*TRY IT:* Collect from the data below each line with "حمودة".

*RECORDS PROVIDED:*
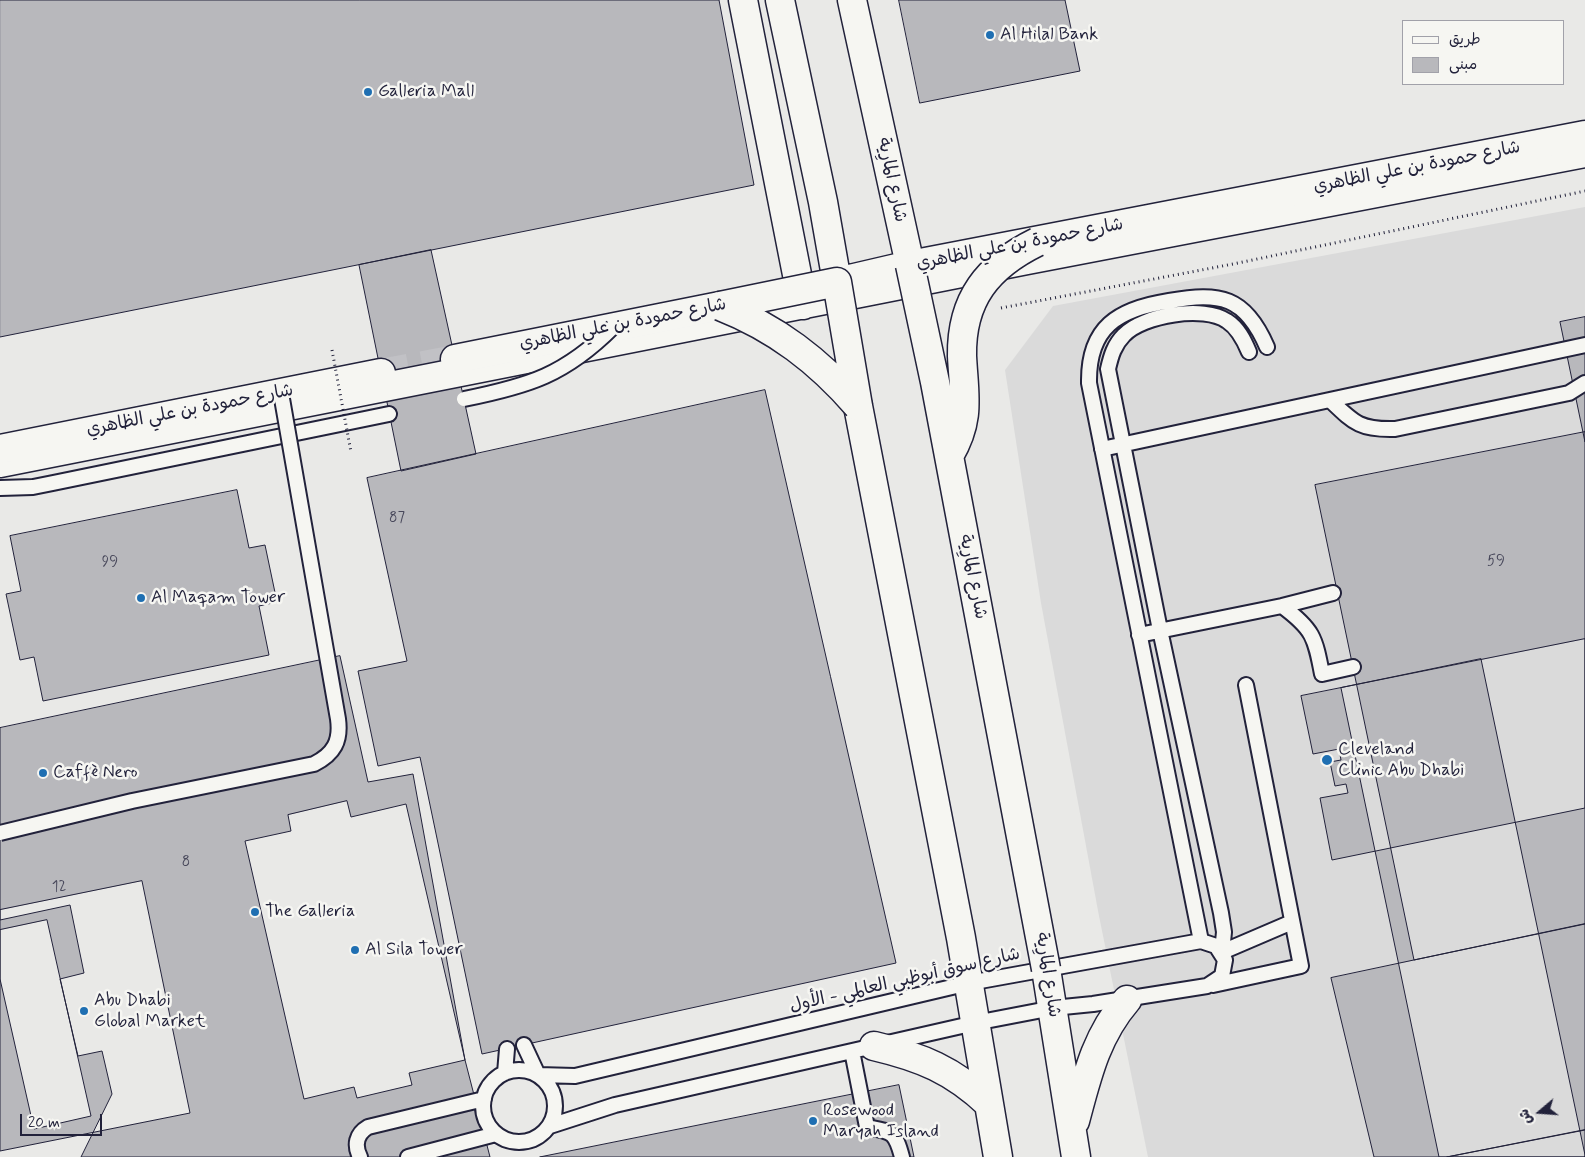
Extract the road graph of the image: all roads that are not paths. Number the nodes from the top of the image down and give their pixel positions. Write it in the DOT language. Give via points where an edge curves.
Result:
graph roads {
  1 [pos="743,0"];
  2 [pos="780,0"];
  3 [pos="852,0"];
  4 [pos="1585,135"];
  5 [pos="1585,154"];
  6 [pos="1037,242"];
  7 [pos="910,265"];
  8 [pos="837,282"];
  9 [pos="803,305"];
  10 [pos="720,306"];
  11 [pos="613,327"];
  12 [pos="1585,345"];
  13 [pos="1267,347"];
  14 [pos="1249,352"];
  15 [pos="455,358"];
  16 [pos="381,373"];
  17 [pos="1585,382"];
  18 [pos="281,393"];
  19 [pos="464,399"];
  20 [pos="1330,400"];
  21 [pos="858,406"];
  22 [pos="389,414"];
  23 [pos="288,435"];
  24 [pos="1122,445"];
  25 [pos="0,449"];
  26 [pos="1102,449"];
  27 [pos="949,456"];
  28 [pos="0,463"];
  29 [pos="0,488"];
  30 [pos="1333,592"];
  31 [pos="1282,606"];
  32 [pos="1160,630"];
  33 [pos="1139,635"];
  34 [pos="1353,667"];
  35 [pos="1246,685"];
  36 [pos="0,833"];
  37 [pos="1292,922"];
  38 [pos="1201,941"];
  39 [pos="1222,952"];
  40 [pos="1046,969"];
  41 [pos="969,983"];
  42 [pos="1207,986"];
  43 [pos="1127,1000"];
  44 [pos="1053,1008"];
  45 [pos="975,1023"];
  46 [pos="524,1045"];
  47 [pos="507,1049"];
  48 [pos="863,1049"];
  49 [pos="504,1073"];
  50 [pos="538,1075"];
  51 [pos="484,1099"];
  52 [pos="988,1104"];
  53 [pos="550,1126"];
  54 [pos="496,1134"];
  55 [pos="1074,1145"];
  56 [pos="360,1157"];
  57 [pos="408,1157"];
  58 [pos="902,1157"];
  59 [pos="998,1157"];
  1 -- 9 [label="street"];
  2 -- 8 [label="street"];
  3 -- 7 [label="street, شارع المارِية"];
  4 -- 6 [label="street, شارع حمودة بن علي الظاهري"];
  5 -- 9 [label="street"];
  6 -- 7 [label="street, شارع حمودة بن علي الظاهري, bridge"];
  6 -- 27 [label="street, bridge" via="1007,259 994,271 967,310 962,354 965,414"];
  7 -- 8 [label="street, شارع حمودة بن علي الظاهري"];
  7 -- 27 [label="street, شارع المارِية, bridge"];
  8 -- 10 [label="street, شارع حمودة بن علي الظاهري, bridge"];
  8 -- 21 [label="street, bridge"];
  9 -- 28 [label="street"];
  10 -- 11 [label="street, شارع حمودة بن علي الظاهري"];
  10 -- 21 [label="street, bridge" via="757,322 792,343 838,383"];
  11 -- 15 [label="street, شارع حمودة بن علي الظاهري"];
  11 -- 19 [label="lane, bridge" via="584,354 541,379"];
  12 -- 20 [label="lane"];
  13 -- 26 [label="lane" via="1250,316 1215,297 1202,295 1146,304 1119,315 1098,337 1091,351 1089,383"];
  14 -- 24 [label="lane" via="1235,328 1207,313 1149,320 1125,333 1117,344 1108,369"];
  16 -- 18 [label="street, شارع حمودة بن علي الظاهري"];
  17 -- 20 [label="lane" via="1569,393 1395,429 1373,430 1352,421"];
  18 -- 23 [label="lane, bridge"];
  18 -- 25 [label="street, شارع حمودة بن علي الظاهري"];
  20 -- 24 [label="lane"];
  21 -- 41 [label="street"];
  22 -- 23 [label="lane"];
  23 -- 29 [label="lane" via="46,485"];
  23 -- 36 [label="lane, bridge" via="338,719 338,741 332,751 314,764 132,801"];
  24 -- 26 [label="lane"];
  24 -- 32 [label="lane"];
  26 -- 33 [label="lane"];
  27 -- 40 [label="street, شارع المارِية, bridge"];
  30 -- 31 [label="lane"];
  31 -- 32 [label="lane"];
  31 -- 34 [label="lane" via="1303,621 1316,640 1322,674"];
  32 -- 33 [label="lane"];
  32 -- 39 [label="lane" via="1221,913 1224,932"];
  33 -- 38 [label="lane"];
  35 -- 37 [label="lane"];
  37 -- 39 [label="lane"];
  37 -- 42 [label="lane" via="1301,966"];
  38 -- 39 [label="lane" via="1216,946"];
  38 -- 40 [label="lane, شارع سوق أبوظبي العالمي - الأول"];
  39 -- 42 [label="lane" via="1225,968 1222,976"];
  40 -- 41 [label="lane, شارع سوق أبوظبي العالمي - الأول"];
  40 -- 44 [label="street, شارع المارِية"];
  41 -- 45 [label="street"];
  41 -- 50 [label="lane, شارع سوق أبوظبي العالمي - الأول" via="587,1074 563,1077"];
  42 -- 43 [label="lane"];
  43 -- 44 [label="lane"];
  43 -- 55 [label="street" via="1108,1024 1091,1059"];
  44 -- 45 [label="lane"];
  44 -- 55 [label="street, شارع المارِية"];
  45 -- 48 [label="lane"];
  45 -- 52 [label="street"];
  46 -- 50 [label="lane"];
  47 -- 49 [label="lane"];
  48 -- 52 [label="street" via="915,1056 941,1067"];
  48 -- 53 [label="lane" via="615,1105"];
  48 -- 58 [label="lane" via="867,1127 890,1131 898,1140"];
  49 -- 50 [label="lane, شارع سوق أبوظبي العالمي - الأول" via="522,1070"];
  49 -- 51 [label="lane" via="488,1088"];
  50 -- 53 [label="lane" via="547,1083 556,1104"];
  51 -- 54 [label="lane" via="486,1118"];
  51 -- 56 [label="lane" via="368,1127 357,1140"];
  52 -- 59 [label="street"];
  53 -- 54 [label="lane" via="536,1138 519,1142"];
  54 -- 57 [label="lane"];
}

*EXERCISE RESPONSE:*
  4 -- 6 [label="street, شارع حمودة بن علي الظاهري"];
  6 -- 7 [label="street, شارع حمودة بن علي الظاهري, bridge"];
  7 -- 8 [label="street, شارع حمودة بن علي الظاهري"];
  8 -- 10 [label="street, شارع حمودة بن علي الظاهري, bridge"];
  10 -- 11 [label="street, شارع حمودة بن علي الظاهري"];
  11 -- 15 [label="street, شارع حمودة بن علي الظاهري"];
  16 -- 18 [label="street, شارع حمودة بن علي الظاهري"];
  18 -- 25 [label="street, شارع حمودة بن علي الظاهري"];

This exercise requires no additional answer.